* _TASK REQUIREMENTS_
Scan the listing below and copy each line holding the word "Left".

──────── MATERIAL TO PROCESS ────────

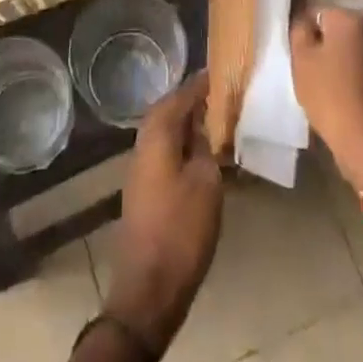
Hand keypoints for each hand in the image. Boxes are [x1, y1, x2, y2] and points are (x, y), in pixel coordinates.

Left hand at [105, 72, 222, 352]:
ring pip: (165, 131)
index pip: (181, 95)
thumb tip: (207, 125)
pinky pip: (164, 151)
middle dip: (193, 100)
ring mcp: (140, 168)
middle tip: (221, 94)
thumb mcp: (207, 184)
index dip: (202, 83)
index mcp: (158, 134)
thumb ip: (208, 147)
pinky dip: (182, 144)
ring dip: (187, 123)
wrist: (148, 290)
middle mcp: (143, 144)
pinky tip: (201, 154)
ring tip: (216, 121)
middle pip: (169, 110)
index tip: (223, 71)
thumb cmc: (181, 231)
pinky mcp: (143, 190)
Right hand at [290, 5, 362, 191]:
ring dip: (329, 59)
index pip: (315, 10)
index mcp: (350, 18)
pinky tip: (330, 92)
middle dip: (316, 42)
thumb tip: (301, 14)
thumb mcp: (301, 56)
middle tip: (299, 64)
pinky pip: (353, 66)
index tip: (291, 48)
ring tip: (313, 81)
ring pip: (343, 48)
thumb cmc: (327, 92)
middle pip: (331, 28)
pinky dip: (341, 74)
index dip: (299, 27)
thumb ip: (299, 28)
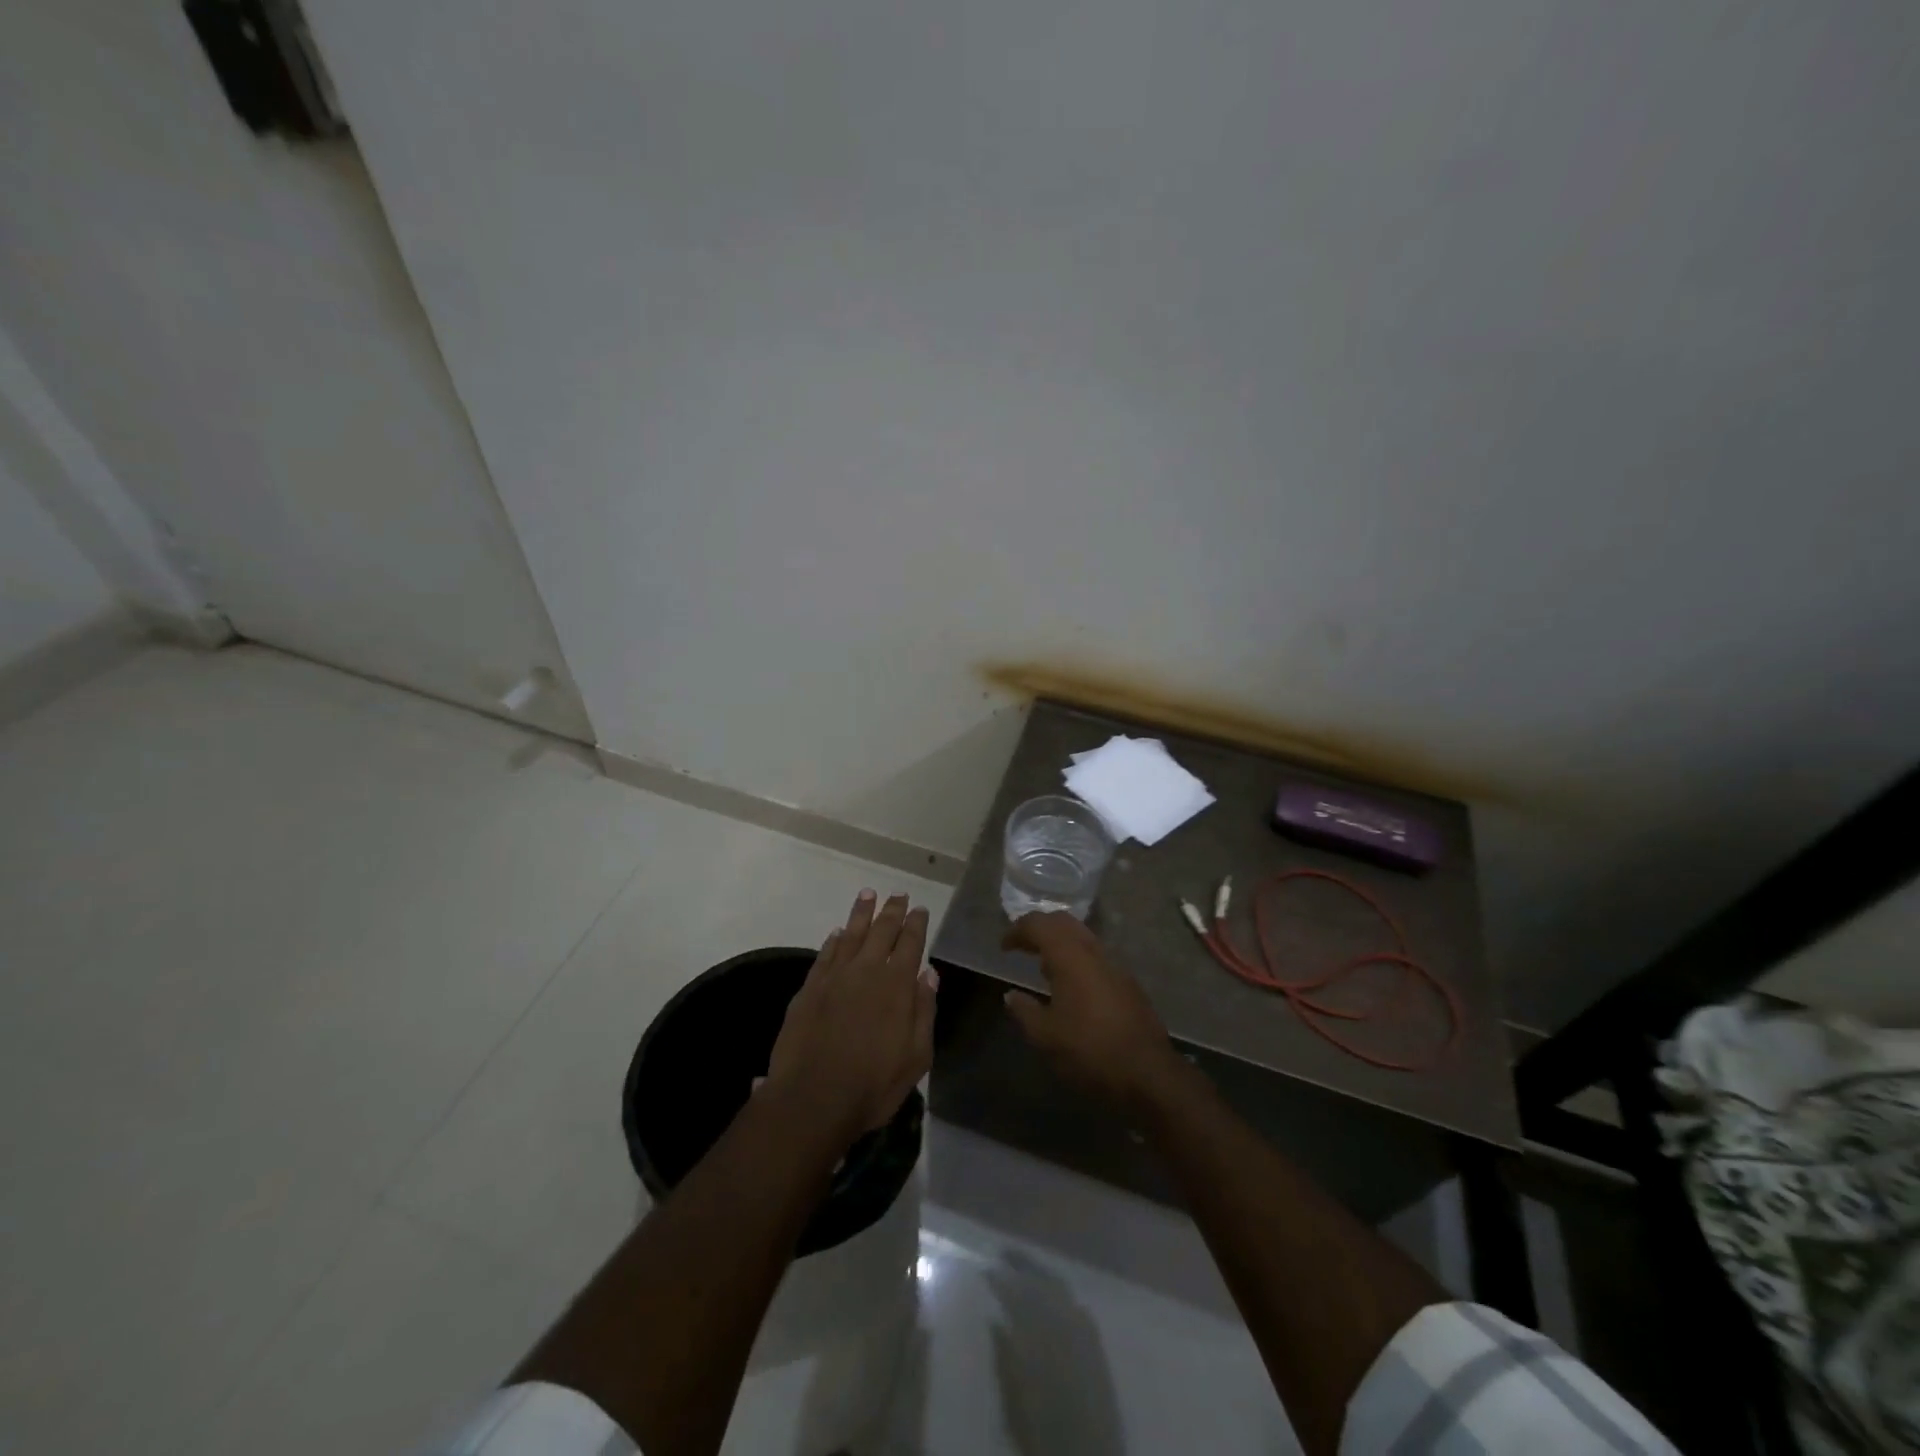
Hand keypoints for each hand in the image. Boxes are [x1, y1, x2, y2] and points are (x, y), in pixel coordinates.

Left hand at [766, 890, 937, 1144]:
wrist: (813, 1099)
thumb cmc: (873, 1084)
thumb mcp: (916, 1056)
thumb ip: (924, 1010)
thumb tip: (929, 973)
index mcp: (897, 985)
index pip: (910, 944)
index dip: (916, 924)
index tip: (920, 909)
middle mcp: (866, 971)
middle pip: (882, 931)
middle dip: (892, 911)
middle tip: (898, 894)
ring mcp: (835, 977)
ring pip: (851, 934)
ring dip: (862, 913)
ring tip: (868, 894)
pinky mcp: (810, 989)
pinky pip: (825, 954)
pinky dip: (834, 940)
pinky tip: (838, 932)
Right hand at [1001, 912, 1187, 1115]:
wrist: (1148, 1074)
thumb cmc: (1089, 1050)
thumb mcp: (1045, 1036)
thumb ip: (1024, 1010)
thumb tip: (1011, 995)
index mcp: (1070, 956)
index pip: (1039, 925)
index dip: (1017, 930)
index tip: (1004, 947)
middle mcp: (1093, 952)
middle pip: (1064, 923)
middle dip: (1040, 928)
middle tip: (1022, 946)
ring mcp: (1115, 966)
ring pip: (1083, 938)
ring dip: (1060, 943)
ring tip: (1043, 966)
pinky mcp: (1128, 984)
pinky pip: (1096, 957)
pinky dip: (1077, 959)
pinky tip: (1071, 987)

────────
──────── MATERIAL TO PROCESS ────────

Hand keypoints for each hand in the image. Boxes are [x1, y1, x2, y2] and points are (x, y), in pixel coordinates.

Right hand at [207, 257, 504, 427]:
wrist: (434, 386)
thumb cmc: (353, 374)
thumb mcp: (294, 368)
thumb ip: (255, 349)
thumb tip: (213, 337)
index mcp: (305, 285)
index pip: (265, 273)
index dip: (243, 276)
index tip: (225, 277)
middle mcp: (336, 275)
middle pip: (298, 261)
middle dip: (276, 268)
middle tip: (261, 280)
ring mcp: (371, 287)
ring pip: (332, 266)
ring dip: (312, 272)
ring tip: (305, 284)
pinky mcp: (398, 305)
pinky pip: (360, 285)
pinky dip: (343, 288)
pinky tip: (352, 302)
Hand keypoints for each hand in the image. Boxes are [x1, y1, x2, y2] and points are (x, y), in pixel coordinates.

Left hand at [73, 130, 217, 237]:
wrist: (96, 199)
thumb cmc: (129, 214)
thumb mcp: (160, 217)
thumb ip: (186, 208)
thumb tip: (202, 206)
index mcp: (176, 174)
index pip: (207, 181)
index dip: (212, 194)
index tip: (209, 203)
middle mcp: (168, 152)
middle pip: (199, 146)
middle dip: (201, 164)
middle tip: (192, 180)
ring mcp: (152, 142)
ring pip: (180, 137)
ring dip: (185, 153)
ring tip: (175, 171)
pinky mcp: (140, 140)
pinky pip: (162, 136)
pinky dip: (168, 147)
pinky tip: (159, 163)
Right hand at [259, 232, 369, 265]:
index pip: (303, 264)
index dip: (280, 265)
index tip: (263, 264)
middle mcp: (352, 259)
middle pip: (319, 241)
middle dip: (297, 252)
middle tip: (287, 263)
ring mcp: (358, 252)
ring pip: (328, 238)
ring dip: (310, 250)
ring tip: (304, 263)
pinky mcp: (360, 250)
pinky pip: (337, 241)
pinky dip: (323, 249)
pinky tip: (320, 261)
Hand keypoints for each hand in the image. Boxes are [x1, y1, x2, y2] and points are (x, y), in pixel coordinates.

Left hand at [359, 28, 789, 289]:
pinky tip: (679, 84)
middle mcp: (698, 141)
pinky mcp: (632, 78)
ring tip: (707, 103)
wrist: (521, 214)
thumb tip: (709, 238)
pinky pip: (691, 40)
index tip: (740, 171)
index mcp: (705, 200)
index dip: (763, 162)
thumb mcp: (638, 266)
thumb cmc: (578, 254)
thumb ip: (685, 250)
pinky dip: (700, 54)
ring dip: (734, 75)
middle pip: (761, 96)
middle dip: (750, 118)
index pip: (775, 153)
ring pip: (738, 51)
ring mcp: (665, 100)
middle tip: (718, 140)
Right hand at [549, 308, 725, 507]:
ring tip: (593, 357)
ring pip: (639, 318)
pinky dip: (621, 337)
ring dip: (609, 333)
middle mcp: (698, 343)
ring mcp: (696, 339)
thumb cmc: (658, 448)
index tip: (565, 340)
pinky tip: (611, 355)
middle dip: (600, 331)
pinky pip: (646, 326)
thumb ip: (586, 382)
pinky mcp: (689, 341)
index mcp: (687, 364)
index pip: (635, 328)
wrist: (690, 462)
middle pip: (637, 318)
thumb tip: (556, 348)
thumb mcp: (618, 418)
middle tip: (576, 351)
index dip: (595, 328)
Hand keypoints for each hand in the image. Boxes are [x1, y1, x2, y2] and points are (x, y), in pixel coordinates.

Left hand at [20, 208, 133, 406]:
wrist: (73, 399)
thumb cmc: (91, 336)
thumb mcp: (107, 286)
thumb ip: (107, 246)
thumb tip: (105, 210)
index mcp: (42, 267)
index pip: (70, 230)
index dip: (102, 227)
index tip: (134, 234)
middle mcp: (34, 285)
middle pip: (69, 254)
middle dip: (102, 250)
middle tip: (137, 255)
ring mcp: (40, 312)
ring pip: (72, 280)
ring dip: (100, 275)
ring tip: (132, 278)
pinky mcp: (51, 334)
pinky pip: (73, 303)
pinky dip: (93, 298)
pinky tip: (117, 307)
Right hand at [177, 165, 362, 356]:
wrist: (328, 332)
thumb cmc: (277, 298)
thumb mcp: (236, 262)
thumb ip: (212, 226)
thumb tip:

────────
──────── MATERIAL TO PROCESS ────────

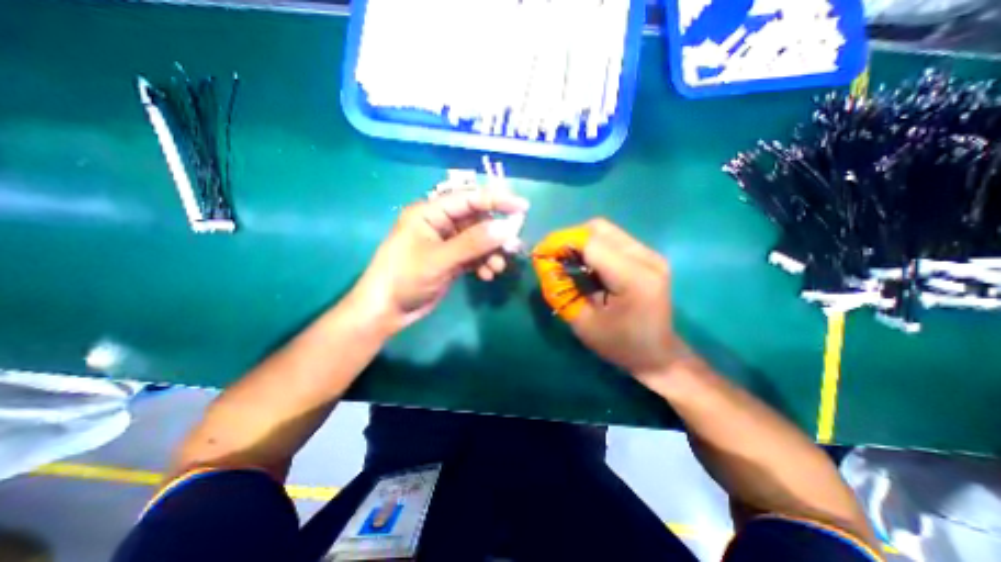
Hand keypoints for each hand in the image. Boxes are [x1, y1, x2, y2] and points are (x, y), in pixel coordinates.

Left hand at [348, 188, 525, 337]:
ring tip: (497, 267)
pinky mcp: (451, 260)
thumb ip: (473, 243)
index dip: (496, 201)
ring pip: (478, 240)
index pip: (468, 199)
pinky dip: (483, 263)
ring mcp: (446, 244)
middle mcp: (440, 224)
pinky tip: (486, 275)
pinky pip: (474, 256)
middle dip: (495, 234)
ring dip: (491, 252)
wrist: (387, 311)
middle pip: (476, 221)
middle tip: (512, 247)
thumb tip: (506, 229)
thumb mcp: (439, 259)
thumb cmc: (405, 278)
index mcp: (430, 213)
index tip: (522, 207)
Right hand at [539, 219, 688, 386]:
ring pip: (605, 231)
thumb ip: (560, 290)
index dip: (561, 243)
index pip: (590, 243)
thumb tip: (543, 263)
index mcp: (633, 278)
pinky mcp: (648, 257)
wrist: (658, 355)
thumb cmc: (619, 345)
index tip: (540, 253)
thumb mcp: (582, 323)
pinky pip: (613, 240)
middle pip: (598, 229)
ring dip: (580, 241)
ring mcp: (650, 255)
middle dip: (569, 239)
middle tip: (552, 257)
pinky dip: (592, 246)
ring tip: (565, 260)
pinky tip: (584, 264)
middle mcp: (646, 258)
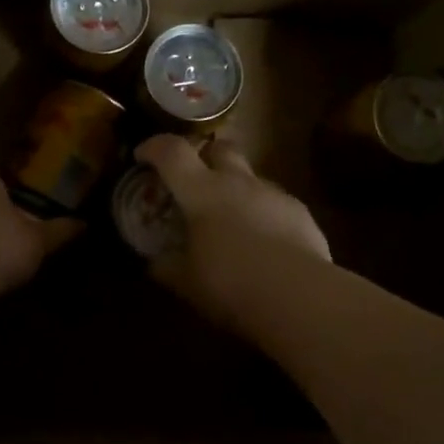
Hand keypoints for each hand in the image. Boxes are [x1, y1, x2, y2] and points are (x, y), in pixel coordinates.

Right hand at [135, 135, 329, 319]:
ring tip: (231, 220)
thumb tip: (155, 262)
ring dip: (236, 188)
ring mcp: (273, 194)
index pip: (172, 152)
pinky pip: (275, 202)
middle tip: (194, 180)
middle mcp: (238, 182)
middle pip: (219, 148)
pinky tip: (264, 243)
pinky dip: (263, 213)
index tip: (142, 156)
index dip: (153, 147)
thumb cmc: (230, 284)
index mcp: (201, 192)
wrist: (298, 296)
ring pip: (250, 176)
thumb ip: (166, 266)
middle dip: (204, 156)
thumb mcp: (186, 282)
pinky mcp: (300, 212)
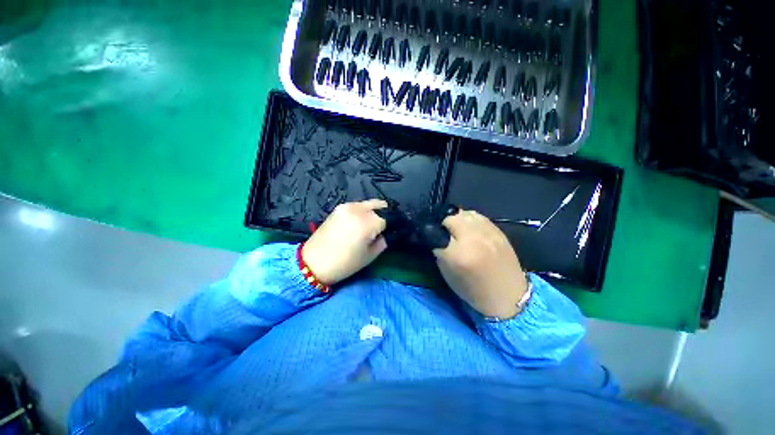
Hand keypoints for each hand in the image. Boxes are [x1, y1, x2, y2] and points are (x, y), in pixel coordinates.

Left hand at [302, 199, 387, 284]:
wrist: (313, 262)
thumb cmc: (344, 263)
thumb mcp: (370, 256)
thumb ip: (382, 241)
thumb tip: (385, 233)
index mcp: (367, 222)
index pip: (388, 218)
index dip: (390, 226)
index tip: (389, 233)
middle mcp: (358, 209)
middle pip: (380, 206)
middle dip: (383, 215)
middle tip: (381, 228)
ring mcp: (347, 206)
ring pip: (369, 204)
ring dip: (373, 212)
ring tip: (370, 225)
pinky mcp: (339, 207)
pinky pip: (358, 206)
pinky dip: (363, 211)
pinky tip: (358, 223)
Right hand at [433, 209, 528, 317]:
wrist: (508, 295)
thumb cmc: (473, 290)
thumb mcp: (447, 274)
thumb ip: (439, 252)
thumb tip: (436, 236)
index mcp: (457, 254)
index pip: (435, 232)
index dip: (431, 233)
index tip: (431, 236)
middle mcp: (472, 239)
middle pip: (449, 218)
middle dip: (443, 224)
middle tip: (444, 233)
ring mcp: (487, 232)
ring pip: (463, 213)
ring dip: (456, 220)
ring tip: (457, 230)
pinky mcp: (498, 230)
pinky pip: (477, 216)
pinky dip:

────────

* _SOLUTION FOR THIS PROBLEM_
Left hand at [105, 72, 222, 352]:
Left hand at [766, 890, 937, 1144]:
Left hand at [73, 130, 217, 237]:
Left hand at [359, 28, 789, 289]:
Left hand at [20, 208, 133, 406]:
Left hand at [348, 188, 525, 337]:
Left hand at [302, 199, 387, 284]:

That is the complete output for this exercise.